____ EXTRACTED MATERIAL

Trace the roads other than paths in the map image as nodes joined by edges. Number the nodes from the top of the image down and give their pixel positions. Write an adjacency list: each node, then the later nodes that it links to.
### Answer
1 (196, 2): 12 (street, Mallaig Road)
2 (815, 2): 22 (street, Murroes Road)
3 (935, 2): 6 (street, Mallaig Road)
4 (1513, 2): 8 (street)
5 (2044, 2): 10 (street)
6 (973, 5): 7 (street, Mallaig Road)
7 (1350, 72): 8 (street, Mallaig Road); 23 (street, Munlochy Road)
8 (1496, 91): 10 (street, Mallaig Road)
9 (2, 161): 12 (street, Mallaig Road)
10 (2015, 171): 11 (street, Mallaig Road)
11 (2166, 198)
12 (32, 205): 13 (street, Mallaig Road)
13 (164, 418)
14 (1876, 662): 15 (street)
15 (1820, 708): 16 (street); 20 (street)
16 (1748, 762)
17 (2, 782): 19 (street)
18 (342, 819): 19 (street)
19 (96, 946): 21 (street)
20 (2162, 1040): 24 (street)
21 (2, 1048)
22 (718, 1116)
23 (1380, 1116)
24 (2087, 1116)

________

§ **YOUR OBJECTIVE**: Each line of the records should be transcribed without change.

§ **WRITTEN ANSWER**:
Trace the roads other than paths in the map image as nodes joined by edges. Number the nodes from the top of the image down and give their pixel positions. Write an adjacency list: each node, then the later nodes that it links to.
### Answer
1 (196, 2): 12 (street, Mallaig Road)
2 (815, 2): 22 (street, Murroes Road)
3 (935, 2): 6 (street, Mallaig Road)
4 (1513, 2): 8 (street)
5 (2044, 2): 10 (street)
6 (973, 5): 7 (street, Mallaig Road)
7 (1350, 72): 8 (street, Mallaig Road); 23 (street, Munlochy Road)
8 (1496, 91): 10 (street, Mallaig Road)
9 (2, 161): 12 (street, Mallaig Road)
10 (2015, 171): 11 (street, Mallaig Road)
11 (2166, 198)
12 (32, 205): 13 (street, Mallaig Road)
13 (164, 418)
14 (1876, 662): 15 (street)
15 (1820, 708): 16 (street); 20 (street)
16 (1748, 762)
17 (2, 782): 19 (street)
18 (342, 819): 19 (street)
19 (96, 946): 21 (street)
20 (2162, 1040): 24 (street)
21 (2, 1048)
22 (718, 1116)
23 (1380, 1116)
24 (2087, 1116)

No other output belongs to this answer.